> **Work to be completed**
All of the entries must be reproduced exactly, with no images carried over.

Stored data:
++++

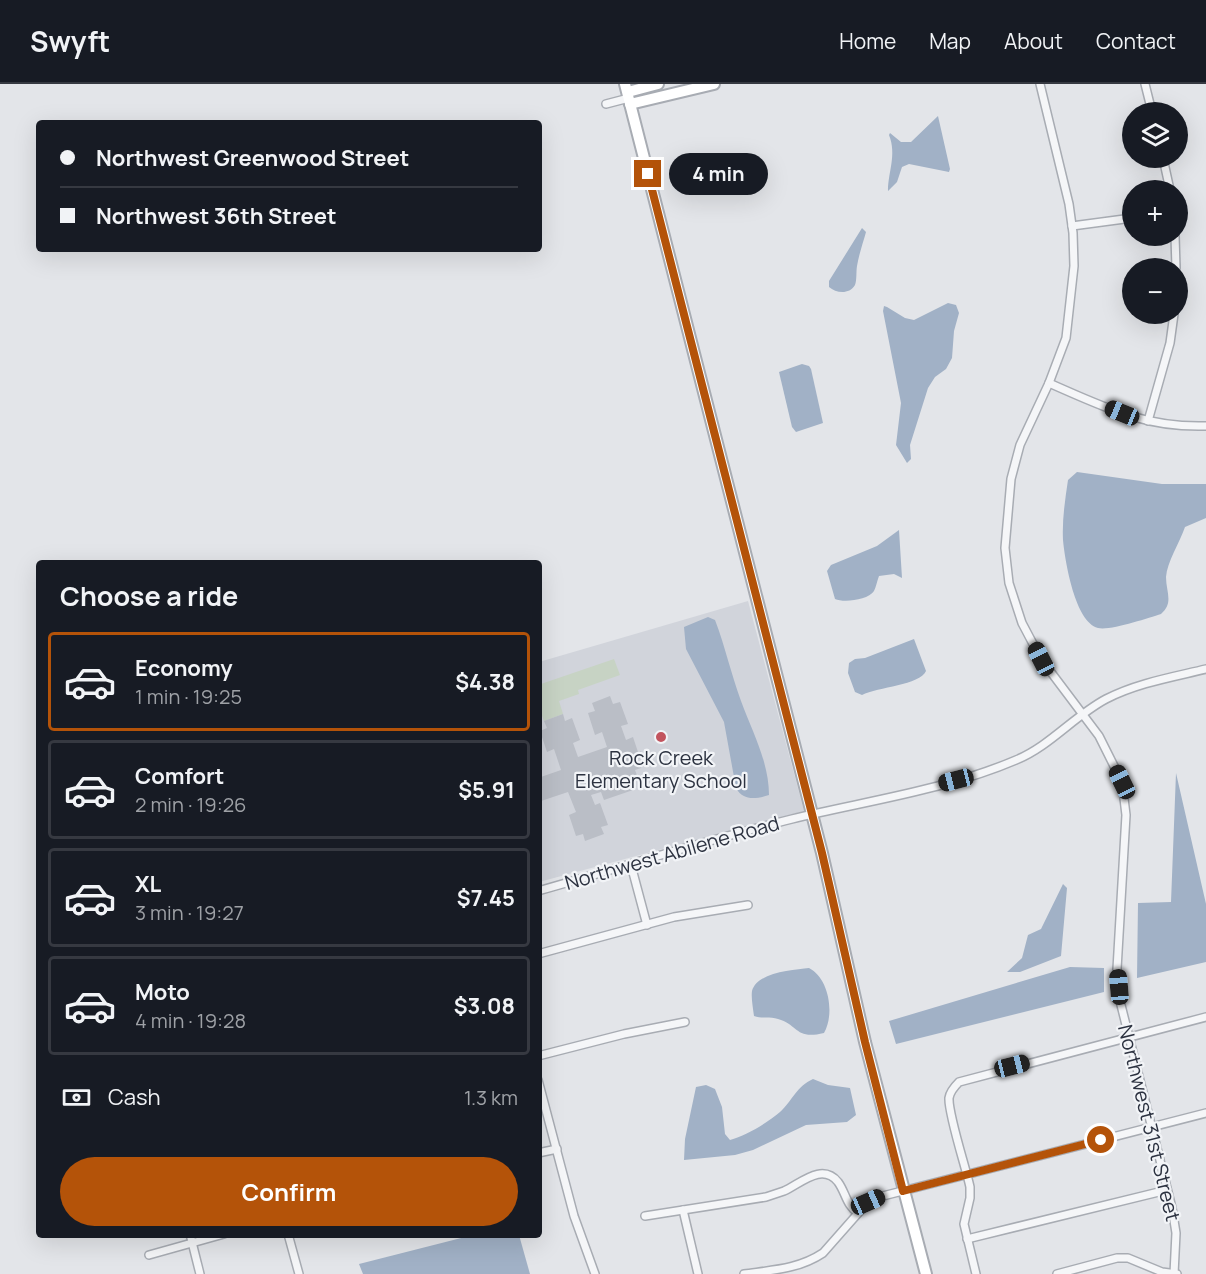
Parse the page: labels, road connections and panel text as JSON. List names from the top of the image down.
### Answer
{
  "streets": {
    "street": ["Northwest Abilene Road", "Northwest 31st Street"]
  },
  "crossings": [
    ["Northwest Abilene Road", "Northwest 31st Street"]
  ],
  "places": ["Rock Creek Elementary School"],
  "page": {
    "header": "Swyft",
    "nav": [
      "Home",
      "Map",
      "About",
      "Contact"
    ],
    "map_buttons": ["+", "−"],
    "banner": ["Northwest Greenwood Street", "Northwest 36th Street"],
    "bubble": "4 min",
    "heading": "Choose a ride",
    "list": [
      {
        "name": "Economy",
        "note": "1 min · 19:25",
        "value": "$4.38"
      },
      {
        "name": "Comfort",
        "note": "2 min · 19:26",
        "value": "$5.91"
      },
      {
        "name": "XL",
        "note": "3 min · 19:27",
        "value": "$7.45"
      },
      {
        "name": "Moto",
        "note": "4 min · 19:28",
        "value": "$3.08"
      }
    ],
    "pay": ["Cash", "1.3 km"],
    "buttons": "Confirm"
  }
}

++++

> **Exercise solution**
Parse the page: labels, road connections and panel text as JSON. List names from the top of the image down.
### Answer
{
  "streets": {
    "street": ["Northwest Abilene Road", "Northwest 31st Street"]
  },
  "crossings": [
    ["Northwest Abilene Road", "Northwest 31st Street"]
  ],
  "places": ["Rock Creek Elementary School"],
  "page": {
    "header": "Swyft",
    "nav": [
      "Home",
      "Map",
      "About",
      "Contact"
    ],
    "map_buttons": ["+", "−"],
    "banner": ["Northwest Greenwood Street", "Northwest 36th Street"],
    "bubble": "4 min",
    "heading": "Choose a ride",
    "list": [
      {
        "name": "Economy",
        "note": "1 min · 19:25",
        "value": "$4.38"
      },
      {
        "name": "Comfort",
        "note": "2 min · 19:26",
        "value": "$5.91"
      },
      {
        "name": "XL",
        "note": "3 min · 19:27",
        "value": "$7.45"
      },
      {
        "name": "Moto",
        "note": "4 min · 19:28",
        "value": "$3.08"
      }
    ],
    "pay": ["Cash", "1.3 km"],
    "buttons": "Confirm"
  }
}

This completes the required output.